Grade: Free spectrum key to HD future


LONDON -- ITV executive chairman Michael Grade on Wednesday warned that consumers who have invested "millions of pounds" in high-definition TV sets will be "bitterly disappointed" unless the government released free high-definition TV spectrum allowing the public service networks here to launch free-to-air HD channels.

To date, HD services are only available on pay television platforms such as BSkyB, which has taken a lead in the HD space and found HD to be a significant driver of consumer demand.

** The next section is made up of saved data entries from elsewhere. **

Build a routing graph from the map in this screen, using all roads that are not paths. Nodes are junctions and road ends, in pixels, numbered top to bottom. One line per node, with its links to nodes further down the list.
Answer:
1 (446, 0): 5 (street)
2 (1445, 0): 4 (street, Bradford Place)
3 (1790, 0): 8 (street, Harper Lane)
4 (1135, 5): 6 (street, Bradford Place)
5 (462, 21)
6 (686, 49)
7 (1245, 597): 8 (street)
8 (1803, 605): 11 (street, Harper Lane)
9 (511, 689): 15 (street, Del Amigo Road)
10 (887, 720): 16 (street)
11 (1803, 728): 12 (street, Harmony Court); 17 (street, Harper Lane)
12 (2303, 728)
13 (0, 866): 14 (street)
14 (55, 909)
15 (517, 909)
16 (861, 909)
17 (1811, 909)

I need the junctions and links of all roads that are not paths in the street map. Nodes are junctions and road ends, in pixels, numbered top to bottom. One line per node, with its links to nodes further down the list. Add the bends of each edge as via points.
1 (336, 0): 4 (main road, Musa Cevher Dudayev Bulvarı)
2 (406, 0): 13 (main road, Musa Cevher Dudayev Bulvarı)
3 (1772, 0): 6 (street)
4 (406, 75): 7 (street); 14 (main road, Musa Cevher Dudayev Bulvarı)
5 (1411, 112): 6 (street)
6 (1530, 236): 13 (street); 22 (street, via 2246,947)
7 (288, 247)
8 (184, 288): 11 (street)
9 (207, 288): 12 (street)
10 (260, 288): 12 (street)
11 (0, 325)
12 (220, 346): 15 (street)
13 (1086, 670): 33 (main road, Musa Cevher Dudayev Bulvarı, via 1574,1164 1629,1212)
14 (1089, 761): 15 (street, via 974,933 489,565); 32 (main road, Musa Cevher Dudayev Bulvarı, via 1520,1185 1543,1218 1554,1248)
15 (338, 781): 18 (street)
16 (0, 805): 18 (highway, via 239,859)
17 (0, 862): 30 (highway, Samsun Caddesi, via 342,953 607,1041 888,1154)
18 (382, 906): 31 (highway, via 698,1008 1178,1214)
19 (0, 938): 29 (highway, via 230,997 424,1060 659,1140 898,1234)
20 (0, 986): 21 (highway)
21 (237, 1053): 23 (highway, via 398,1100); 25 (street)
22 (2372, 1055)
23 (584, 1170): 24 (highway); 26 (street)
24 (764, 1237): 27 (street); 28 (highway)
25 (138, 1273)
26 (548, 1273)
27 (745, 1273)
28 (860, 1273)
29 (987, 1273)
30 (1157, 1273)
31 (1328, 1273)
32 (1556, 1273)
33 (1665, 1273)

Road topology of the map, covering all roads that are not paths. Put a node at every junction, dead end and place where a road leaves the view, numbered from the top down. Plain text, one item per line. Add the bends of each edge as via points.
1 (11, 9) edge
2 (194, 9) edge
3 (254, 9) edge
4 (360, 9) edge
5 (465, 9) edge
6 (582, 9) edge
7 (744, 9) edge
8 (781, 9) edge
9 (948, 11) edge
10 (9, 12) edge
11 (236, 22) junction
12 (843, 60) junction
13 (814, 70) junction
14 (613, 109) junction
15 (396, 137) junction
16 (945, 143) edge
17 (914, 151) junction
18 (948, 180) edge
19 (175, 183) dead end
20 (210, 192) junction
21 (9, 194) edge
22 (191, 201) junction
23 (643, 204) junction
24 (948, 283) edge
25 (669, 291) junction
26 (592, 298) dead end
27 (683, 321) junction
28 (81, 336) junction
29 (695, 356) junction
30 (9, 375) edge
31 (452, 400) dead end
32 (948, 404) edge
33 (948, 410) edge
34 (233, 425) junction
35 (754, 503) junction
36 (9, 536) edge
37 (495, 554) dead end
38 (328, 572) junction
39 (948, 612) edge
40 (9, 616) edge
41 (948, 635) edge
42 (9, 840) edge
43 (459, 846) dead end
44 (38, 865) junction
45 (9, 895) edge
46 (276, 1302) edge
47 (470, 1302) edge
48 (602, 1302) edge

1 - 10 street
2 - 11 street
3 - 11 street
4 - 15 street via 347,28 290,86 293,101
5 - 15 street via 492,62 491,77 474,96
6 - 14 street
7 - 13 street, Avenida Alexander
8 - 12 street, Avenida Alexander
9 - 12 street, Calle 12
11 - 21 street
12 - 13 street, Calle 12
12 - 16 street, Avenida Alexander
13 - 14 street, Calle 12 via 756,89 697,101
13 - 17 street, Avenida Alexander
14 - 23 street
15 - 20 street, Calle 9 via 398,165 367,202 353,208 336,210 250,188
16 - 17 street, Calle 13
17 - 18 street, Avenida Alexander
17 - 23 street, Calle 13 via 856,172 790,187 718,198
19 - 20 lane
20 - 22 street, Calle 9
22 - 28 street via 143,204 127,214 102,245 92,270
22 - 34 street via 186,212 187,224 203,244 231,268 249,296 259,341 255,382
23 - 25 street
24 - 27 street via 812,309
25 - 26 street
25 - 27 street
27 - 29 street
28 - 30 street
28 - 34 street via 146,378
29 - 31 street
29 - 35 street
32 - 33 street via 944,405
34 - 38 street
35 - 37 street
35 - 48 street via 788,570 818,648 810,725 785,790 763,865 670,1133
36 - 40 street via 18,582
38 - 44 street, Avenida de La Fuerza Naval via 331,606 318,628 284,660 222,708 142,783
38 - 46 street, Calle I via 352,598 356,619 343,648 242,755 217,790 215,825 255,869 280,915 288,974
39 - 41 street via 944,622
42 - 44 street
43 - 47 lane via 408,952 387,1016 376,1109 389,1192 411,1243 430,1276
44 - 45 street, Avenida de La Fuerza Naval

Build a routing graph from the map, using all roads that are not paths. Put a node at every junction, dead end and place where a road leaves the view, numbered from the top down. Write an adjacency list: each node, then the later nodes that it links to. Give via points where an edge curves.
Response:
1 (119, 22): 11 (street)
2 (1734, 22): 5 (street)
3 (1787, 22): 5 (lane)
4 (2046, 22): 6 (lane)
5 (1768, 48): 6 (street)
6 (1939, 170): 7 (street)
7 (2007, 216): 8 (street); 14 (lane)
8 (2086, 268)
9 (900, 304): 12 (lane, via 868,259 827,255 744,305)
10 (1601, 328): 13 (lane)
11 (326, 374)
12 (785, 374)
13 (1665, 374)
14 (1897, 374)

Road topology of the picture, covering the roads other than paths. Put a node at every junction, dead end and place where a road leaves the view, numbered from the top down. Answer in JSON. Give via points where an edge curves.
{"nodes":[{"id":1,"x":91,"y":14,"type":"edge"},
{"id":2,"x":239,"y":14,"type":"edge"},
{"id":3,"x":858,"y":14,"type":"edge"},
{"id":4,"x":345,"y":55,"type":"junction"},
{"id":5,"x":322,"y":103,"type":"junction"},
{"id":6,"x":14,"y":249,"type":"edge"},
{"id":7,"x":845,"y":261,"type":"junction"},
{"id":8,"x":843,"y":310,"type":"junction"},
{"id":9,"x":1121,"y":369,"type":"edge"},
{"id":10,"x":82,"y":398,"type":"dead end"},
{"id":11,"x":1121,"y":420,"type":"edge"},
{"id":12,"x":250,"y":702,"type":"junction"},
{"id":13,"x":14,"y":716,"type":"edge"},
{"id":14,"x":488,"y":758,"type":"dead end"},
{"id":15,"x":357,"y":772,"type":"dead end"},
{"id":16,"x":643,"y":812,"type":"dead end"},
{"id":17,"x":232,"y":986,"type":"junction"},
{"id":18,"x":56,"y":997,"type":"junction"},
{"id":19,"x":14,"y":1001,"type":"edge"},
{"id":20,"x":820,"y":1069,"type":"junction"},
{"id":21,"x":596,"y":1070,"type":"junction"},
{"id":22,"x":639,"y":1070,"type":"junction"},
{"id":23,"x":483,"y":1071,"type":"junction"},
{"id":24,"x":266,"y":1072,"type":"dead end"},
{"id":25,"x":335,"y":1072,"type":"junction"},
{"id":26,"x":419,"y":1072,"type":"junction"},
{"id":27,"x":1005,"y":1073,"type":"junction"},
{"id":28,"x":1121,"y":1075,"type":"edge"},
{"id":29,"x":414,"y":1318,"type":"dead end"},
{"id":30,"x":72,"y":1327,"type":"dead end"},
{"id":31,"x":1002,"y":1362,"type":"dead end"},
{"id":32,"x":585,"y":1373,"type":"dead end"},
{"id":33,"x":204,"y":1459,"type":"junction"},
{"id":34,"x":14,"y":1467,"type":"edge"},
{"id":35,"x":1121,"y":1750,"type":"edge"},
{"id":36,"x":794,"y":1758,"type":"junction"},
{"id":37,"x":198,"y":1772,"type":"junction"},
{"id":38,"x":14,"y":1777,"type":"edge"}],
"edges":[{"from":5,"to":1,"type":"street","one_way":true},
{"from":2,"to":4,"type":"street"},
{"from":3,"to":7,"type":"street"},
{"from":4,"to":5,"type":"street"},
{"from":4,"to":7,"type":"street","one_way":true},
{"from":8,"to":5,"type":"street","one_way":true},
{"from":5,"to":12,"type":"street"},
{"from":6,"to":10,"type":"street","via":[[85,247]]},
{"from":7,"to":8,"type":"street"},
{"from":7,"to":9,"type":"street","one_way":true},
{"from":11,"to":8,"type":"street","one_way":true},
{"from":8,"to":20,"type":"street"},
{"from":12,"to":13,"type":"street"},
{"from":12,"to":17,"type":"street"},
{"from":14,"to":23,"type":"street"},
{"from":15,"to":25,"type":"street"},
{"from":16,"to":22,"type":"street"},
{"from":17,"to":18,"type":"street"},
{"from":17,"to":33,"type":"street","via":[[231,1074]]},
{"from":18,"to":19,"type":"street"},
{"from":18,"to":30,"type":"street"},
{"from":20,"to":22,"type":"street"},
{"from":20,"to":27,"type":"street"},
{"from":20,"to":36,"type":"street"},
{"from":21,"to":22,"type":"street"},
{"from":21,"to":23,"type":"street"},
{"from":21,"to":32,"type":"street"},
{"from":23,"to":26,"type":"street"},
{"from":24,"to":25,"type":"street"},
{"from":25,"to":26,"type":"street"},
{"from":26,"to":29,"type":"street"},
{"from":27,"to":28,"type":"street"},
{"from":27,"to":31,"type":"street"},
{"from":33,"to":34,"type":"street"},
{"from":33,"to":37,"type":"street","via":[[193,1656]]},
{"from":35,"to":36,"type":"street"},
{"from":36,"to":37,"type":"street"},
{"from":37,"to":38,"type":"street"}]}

Speaking at a Royal Television Society seminar on the HDTV issue Wednesday morning, Grade said HDTV will become a "digital divide" created by "unequal access to the benefits of new technology," unless Culture Secretary Tessa Jowell and other government ministers take immediate action to release digital terrestrial spectrum to the BBC, ITV, Channel 4 and Five.

Grade said that government plans to auction off spectrum to the highest bidder will put the price out of reach for commercial broadcasters.

"There is no obvious significant incremental revenue opportunity from simulcasting ITV1 in HD and no evidence from the U.S. or Canada that advertisers are prepared to pay more for HD," he told the RTS seminar.

"Moreover, we would be competing in an auction with, amongst others, pay TV and mobile providers who could pass any spectrum bid directly on to customers. And remember, the cost of spectrum is in addition to the costs of simply transmitting an HD channel, which are likely to be in the tens of millions. Make no mistake, the world is moving to high-definition technology, not simply for television but for many devices which use TV screens."

Grade warned that the U.K. as a whole will lose its cutting edge role in television if HD spectrum is not "gifted" to the major broadcasters in the same way that digital terrestrial frequencies were in the late '90s.

"It seems very clear to me that, if we are to maintain our leading position in television worldwide, our industry urgently needs a clear domestic imperative to justify a significant investment in HD production across most genres of programming," he said. "I don't think I am overstating it to suggest that the alternative is sub-optimal investment in HD production and a significantly weakened place for the U.K. in the global market."

Last year, nearly 2.4 million HDTVs were sold in the U.K., a five-fold increase on 2005. Independent market research from GFK predicts that, by the end of 2010, 80% of households will have a high-definition television set.